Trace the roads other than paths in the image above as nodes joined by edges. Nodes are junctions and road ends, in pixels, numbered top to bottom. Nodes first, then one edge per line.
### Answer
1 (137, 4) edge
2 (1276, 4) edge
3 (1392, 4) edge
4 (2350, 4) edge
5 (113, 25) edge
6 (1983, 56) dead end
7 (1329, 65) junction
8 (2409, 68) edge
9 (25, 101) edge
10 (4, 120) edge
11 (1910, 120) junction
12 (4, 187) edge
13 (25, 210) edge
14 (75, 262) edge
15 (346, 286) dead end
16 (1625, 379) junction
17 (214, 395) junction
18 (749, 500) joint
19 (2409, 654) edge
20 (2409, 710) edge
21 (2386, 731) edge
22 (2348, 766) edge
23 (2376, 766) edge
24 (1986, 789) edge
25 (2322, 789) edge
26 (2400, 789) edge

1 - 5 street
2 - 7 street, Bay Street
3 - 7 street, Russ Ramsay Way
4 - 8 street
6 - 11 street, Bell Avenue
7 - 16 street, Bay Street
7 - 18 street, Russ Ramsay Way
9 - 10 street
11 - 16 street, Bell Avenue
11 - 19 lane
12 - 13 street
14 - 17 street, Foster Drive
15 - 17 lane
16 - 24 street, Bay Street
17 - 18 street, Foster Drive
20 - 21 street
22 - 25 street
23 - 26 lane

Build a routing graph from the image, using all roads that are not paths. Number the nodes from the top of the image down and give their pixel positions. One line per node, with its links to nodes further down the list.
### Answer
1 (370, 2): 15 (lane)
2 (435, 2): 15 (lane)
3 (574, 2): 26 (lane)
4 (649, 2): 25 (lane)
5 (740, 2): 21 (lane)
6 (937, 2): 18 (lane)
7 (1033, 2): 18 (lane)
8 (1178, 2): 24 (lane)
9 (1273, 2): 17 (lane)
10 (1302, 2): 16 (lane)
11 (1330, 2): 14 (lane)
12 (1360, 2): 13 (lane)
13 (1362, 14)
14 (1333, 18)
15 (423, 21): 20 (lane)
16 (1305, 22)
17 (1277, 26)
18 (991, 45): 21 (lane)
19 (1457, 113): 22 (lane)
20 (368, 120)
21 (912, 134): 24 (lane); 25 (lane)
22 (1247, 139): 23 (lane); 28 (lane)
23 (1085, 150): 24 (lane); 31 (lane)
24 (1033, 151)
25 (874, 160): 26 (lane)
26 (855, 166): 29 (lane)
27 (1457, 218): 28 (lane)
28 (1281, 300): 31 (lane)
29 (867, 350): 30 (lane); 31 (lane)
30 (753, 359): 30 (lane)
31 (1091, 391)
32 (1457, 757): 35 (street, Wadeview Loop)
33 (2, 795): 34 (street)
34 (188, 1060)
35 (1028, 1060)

════════════════════

- **Work task**: Retype all the data. Nothing may be left out or altered.

- **Expected answer**:
Trace the roads other than paths in the image above as nodes joined by edges. Nodes are junctions and road ends, in pixels, numbered top to bottom. Nodes first, then one edge per line.
### Answer
1 (137, 4) edge
2 (1276, 4) edge
3 (1392, 4) edge
4 (2350, 4) edge
5 (113, 25) edge
6 (1983, 56) dead end
7 (1329, 65) junction
8 (2409, 68) edge
9 (25, 101) edge
10 (4, 120) edge
11 (1910, 120) junction
12 (4, 187) edge
13 (25, 210) edge
14 (75, 262) edge
15 (346, 286) dead end
16 (1625, 379) junction
17 (214, 395) junction
18 (749, 500) joint
19 (2409, 654) edge
20 (2409, 710) edge
21 (2386, 731) edge
22 (2348, 766) edge
23 (2376, 766) edge
24 (1986, 789) edge
25 (2322, 789) edge
26 (2400, 789) edge

1 - 5 street
2 - 7 street, Bay Street
3 - 7 street, Russ Ramsay Way
4 - 8 street
6 - 11 street, Bell Avenue
7 - 16 street, Bay Street
7 - 18 street, Russ Ramsay Way
9 - 10 street
11 - 16 street, Bell Avenue
11 - 19 lane
12 - 13 street
14 - 17 street, Foster Drive
15 - 17 lane
16 - 24 street, Bay Street
17 - 18 street, Foster Drive
20 - 21 street
22 - 25 street
23 - 26 lane

Build a routing graph from the image, using all roads that are not paths. Number the nodes from the top of the image down and give their pixel positions. One line per node, with its links to nodes further down the list.
### Answer
1 (370, 2): 15 (lane)
2 (435, 2): 15 (lane)
3 (574, 2): 26 (lane)
4 (649, 2): 25 (lane)
5 (740, 2): 21 (lane)
6 (937, 2): 18 (lane)
7 (1033, 2): 18 (lane)
8 (1178, 2): 24 (lane)
9 (1273, 2): 17 (lane)
10 (1302, 2): 16 (lane)
11 (1330, 2): 14 (lane)
12 (1360, 2): 13 (lane)
13 (1362, 14)
14 (1333, 18)
15 (423, 21): 20 (lane)
16 (1305, 22)
17 (1277, 26)
18 (991, 45): 21 (lane)
19 (1457, 113): 22 (lane)
20 (368, 120)
21 (912, 134): 24 (lane); 25 (lane)
22 (1247, 139): 23 (lane); 28 (lane)
23 (1085, 150): 24 (lane); 31 (lane)
24 (1033, 151)
25 (874, 160): 26 (lane)
26 (855, 166): 29 (lane)
27 (1457, 218): 28 (lane)
28 (1281, 300): 31 (lane)
29 (867, 350): 30 (lane); 31 (lane)
30 (753, 359): 30 (lane)
31 (1091, 391)
32 (1457, 757): 35 (street, Wadeview Loop)
33 (2, 795): 34 (street)
34 (188, 1060)
35 (1028, 1060)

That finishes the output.